With WiredTiger, MongoDB utilizes both the WiredTiger internal cache and the filesystem cache. Starting in 3.4, the WiredTiger internal cache, by default, will use the larger of either: 50% of (RAM - 1 GB), or 256 MB.
Mongodb4.0 document, probably means mongodb usesinternal cache and the filesystem cache,
(1) Please ask if the internal catche will occupy 512m according to the above calculation if the memory of the machine is 2g. If the data increases and the memory occupies more than 512m, will you start to enable filesystem cache and put the data cache on the free memory at this time? Is there any sequence between the two?
(2) Since both are stored in memory, why are there two types of caches? Is it true that the memory occupied by internal cache cannot be released and the memory occupied by filesystem cache will be squeezed out by other services?
(3) Are these caches also compressed?
Almost all the answers were given upstairs. Add some:
Filesystem cache is an operating system behavior that is not controlled by the application. This part of the cache will be allocated to other processes when necessary. Because filesystem cache is a faithful mapping of disk files and MongoDB’s files stored on disk are compressed, this means that the contents in filesystem cache are compressed.
Internal cache is the part controlled by MongoDB, which stores recently used data, indexes, etc. and is decompressed.
1) This is actually knowledge of operating system principles. MongoDB will load the data into the memory by first reading the original file from the disk, then the file content will enter the filesystem cache. Then it will convert the file content into a format that WiredTiger can directly use, i.e. decompress and decrypt, and then the content will enter the internal cache. Therefore, if you must say the order, the contents in the internal cache must come from the filesystem cache, which loads first.

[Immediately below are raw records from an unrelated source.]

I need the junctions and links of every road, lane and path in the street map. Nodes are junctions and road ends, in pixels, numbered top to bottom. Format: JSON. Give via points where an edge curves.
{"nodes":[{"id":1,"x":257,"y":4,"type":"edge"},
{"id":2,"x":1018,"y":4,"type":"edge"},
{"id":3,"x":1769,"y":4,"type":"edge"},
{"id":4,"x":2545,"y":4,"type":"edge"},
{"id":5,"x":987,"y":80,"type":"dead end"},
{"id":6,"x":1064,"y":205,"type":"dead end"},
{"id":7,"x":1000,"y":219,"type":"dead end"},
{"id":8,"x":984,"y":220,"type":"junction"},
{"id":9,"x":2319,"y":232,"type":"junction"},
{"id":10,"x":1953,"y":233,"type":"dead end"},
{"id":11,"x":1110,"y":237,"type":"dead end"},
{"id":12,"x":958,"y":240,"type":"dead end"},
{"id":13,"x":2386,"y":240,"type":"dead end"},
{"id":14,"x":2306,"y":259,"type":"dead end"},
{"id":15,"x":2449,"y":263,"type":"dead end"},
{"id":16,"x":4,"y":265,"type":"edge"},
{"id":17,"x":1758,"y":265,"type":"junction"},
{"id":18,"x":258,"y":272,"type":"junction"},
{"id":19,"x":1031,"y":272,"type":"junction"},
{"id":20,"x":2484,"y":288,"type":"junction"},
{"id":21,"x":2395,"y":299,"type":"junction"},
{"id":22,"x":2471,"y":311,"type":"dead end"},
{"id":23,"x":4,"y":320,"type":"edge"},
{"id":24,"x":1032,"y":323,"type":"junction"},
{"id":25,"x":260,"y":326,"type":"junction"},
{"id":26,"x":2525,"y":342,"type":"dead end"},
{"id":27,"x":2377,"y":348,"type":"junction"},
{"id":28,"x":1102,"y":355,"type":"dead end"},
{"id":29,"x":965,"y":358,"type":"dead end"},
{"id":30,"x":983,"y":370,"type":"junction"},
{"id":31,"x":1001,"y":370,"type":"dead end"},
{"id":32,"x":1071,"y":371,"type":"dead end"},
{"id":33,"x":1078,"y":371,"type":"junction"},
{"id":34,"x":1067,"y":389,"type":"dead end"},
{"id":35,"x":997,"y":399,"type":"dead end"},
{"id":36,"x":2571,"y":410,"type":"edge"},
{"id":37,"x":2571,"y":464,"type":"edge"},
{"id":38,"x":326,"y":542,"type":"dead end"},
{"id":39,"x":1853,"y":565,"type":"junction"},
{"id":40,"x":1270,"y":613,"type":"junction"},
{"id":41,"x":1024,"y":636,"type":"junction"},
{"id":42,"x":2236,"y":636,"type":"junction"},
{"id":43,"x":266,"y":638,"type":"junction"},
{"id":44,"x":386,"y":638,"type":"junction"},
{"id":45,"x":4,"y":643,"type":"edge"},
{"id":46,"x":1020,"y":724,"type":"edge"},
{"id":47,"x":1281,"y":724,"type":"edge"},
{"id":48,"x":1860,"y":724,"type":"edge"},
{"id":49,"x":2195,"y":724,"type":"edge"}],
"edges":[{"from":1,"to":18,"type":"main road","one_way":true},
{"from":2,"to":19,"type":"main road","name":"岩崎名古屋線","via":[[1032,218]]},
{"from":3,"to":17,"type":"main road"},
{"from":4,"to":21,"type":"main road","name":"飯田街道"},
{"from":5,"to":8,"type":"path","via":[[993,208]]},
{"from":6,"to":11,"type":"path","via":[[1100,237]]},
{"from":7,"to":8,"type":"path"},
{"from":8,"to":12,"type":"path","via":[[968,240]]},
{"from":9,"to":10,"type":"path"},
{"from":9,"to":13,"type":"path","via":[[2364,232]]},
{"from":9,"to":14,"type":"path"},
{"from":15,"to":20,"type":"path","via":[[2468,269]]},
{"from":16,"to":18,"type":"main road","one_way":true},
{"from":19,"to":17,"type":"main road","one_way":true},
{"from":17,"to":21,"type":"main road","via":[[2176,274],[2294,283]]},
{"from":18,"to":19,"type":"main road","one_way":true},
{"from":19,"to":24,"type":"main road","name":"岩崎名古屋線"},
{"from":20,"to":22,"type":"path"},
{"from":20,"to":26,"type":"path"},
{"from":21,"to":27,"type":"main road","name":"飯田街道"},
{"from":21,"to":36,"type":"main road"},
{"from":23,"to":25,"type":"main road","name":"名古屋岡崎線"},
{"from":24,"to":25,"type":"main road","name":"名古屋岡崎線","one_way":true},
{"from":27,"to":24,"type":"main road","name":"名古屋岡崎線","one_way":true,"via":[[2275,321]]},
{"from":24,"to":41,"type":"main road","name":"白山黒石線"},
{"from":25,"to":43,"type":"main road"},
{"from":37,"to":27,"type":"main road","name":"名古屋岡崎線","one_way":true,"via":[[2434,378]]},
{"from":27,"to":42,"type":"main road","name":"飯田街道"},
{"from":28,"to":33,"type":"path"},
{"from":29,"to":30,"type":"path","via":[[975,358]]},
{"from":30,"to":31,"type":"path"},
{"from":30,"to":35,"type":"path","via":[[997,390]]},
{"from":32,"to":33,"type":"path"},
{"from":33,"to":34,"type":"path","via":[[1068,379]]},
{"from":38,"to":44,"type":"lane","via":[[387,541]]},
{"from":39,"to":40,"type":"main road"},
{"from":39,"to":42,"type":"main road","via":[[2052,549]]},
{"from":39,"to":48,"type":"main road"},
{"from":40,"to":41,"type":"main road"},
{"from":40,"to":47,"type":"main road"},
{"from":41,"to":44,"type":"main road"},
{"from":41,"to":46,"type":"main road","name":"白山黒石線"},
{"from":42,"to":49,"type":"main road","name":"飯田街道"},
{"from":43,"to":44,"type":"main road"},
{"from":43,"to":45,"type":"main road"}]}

2) internal cache is the process memory and filesystem cache is the operating system cache. The latter will be expelled from memory by LRU algorithm at a certain time. If it is read again, it will be loaded from the disk. However, the former is also likely to be evicted from memory, because the data capacity may be larger than the cache, so it is to retain the required content and release the temporarily unused part. This is also the LRU.
3)internal cache is not compressed, filesystem cache is compressed.
Additional issues to be noted:
- The index is compressed in both internal cache and filesystem cache, and the key of the index is compressed.
- The impact of filesystem cache on performance is also crucial, so don’t ignore its effect.